Problem description:
Nothing outside the range below should be printed. Output exactly the lines from the line with "cairo_save(cr);" to the line with "static void draw(void)", both included.

══ Data

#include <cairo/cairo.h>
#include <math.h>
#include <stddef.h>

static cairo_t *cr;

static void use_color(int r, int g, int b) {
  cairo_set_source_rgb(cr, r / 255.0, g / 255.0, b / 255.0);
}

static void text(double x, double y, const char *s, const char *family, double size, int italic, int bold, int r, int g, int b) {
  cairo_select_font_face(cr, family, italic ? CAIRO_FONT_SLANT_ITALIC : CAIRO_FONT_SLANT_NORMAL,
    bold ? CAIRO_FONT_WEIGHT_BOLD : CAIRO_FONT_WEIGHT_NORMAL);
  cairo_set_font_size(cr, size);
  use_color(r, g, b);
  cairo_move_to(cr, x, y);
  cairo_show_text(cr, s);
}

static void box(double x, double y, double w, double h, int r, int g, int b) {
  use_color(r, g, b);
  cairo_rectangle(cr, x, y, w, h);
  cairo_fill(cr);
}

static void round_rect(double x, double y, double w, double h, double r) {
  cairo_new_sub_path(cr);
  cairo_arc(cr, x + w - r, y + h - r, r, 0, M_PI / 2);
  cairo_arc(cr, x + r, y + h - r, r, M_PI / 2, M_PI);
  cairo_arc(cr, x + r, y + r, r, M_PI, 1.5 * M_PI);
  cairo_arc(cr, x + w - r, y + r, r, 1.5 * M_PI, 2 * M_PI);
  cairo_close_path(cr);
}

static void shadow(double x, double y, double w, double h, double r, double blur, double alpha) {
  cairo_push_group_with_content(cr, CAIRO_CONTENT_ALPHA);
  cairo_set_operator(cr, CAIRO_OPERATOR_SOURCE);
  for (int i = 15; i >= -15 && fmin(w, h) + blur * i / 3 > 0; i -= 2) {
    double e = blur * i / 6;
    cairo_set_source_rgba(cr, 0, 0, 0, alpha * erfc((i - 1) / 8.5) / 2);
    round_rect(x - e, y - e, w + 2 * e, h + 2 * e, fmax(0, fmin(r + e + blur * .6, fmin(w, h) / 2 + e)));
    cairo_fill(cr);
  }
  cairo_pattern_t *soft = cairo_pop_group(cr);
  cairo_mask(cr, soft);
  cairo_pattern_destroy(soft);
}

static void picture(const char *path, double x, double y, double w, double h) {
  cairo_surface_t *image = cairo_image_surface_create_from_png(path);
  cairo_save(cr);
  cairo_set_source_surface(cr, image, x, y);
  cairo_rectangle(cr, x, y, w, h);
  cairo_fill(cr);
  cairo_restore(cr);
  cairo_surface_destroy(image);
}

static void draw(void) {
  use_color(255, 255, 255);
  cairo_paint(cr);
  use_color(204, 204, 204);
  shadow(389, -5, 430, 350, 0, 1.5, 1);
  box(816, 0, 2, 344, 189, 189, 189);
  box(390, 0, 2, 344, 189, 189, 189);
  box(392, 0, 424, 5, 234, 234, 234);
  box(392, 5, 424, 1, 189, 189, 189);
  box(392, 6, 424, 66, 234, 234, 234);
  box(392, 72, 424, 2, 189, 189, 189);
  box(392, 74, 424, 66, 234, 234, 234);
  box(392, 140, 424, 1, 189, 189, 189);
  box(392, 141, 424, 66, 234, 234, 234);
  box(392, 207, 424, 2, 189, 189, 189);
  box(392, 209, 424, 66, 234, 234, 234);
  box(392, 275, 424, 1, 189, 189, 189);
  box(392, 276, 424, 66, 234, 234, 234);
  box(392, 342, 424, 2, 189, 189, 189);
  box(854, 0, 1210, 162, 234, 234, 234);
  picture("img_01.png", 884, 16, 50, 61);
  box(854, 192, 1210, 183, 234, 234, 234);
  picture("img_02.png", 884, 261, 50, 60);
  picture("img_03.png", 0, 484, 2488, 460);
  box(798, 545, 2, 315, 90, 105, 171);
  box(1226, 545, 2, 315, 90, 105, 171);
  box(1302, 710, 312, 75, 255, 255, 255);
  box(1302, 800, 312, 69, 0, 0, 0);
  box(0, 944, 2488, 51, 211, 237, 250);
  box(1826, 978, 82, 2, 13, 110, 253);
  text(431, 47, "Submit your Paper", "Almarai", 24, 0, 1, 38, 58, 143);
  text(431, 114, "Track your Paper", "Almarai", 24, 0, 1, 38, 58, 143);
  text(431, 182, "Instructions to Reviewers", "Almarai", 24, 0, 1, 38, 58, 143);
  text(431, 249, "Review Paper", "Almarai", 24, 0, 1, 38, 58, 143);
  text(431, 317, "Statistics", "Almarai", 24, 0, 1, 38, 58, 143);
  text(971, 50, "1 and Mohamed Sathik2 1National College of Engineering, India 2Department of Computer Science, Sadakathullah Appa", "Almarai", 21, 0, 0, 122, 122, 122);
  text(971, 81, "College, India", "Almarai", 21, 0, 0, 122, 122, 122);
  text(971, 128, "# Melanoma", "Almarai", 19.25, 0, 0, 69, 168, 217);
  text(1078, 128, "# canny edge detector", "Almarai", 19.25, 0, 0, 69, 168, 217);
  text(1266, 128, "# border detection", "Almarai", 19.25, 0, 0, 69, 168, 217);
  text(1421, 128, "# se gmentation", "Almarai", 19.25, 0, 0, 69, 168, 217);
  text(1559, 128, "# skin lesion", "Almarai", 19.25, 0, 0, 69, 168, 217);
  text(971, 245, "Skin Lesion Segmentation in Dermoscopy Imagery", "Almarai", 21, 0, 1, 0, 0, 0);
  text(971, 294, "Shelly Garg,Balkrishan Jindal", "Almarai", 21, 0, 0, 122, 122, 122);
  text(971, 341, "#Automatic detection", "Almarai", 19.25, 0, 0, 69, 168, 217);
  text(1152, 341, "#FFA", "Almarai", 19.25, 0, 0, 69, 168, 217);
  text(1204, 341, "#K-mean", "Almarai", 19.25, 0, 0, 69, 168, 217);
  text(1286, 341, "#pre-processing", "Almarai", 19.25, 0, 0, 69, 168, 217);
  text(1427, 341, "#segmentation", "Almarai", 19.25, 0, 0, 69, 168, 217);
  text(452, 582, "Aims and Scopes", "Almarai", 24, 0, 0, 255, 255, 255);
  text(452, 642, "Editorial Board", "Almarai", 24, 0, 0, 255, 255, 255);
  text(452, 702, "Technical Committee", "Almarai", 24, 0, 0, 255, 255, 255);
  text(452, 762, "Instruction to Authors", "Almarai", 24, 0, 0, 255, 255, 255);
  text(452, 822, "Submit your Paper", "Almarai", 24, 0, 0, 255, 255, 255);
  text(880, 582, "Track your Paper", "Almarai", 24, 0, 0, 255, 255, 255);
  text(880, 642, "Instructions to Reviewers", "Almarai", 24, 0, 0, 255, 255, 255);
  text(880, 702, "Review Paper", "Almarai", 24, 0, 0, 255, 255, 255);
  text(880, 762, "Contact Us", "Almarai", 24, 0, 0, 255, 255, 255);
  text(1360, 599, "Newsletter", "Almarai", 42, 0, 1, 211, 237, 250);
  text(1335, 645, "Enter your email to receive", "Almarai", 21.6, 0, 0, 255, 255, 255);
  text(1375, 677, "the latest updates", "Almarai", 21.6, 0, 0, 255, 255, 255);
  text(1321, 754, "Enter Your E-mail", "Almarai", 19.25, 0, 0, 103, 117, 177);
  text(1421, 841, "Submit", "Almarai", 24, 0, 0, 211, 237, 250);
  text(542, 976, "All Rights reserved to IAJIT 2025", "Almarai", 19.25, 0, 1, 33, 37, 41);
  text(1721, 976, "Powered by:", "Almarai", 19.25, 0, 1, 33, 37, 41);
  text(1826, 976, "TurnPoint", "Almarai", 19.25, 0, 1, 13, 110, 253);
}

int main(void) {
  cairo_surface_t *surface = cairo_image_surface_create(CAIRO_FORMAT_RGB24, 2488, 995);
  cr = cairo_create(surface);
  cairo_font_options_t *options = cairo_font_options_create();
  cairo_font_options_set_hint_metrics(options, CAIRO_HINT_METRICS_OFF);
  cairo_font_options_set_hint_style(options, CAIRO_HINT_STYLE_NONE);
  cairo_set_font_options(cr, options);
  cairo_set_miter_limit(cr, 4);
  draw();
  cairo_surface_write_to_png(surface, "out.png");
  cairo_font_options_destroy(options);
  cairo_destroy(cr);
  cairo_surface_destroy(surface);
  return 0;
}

════

Problem solution:
  cairo_save(cr);
  cairo_set_source_surface(cr, image, x, y);
  cairo_rectangle(cr, x, y, w, h);
  cairo_fill(cr);
  cairo_restore(cr);
  cairo_surface_destroy(image);
}

static void draw(void) {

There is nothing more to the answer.